Tally the lines below that contain the word "highway", and give only that number.
---- Supplied records
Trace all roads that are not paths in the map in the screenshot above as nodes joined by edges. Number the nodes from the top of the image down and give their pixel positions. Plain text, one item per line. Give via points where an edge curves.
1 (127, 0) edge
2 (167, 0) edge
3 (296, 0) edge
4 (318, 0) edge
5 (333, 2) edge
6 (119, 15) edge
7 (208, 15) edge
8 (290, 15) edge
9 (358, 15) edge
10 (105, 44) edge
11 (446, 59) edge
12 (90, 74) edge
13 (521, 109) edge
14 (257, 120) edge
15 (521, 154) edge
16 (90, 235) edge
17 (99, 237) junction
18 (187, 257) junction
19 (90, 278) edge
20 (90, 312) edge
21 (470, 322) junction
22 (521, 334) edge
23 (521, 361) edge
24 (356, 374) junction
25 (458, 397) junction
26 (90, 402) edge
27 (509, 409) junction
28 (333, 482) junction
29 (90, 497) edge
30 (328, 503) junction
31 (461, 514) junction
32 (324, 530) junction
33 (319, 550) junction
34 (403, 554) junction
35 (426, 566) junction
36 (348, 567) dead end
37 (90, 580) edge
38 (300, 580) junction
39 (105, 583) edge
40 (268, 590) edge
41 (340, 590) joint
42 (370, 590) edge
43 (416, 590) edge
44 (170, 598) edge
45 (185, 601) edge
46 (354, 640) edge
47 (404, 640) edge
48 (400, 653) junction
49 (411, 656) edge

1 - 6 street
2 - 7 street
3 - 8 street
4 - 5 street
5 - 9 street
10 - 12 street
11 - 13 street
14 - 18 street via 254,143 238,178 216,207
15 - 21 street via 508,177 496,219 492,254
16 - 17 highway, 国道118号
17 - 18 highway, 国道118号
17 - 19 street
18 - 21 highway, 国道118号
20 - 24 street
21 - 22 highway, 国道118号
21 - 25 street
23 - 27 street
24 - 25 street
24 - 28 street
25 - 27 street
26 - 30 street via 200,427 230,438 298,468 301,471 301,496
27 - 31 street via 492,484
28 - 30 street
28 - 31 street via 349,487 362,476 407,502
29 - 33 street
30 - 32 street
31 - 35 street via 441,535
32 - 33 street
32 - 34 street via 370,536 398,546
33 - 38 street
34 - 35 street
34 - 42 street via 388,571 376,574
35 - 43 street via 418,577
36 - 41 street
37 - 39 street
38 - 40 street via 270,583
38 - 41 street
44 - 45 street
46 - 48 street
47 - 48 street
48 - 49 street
--------
Answer for the task:
4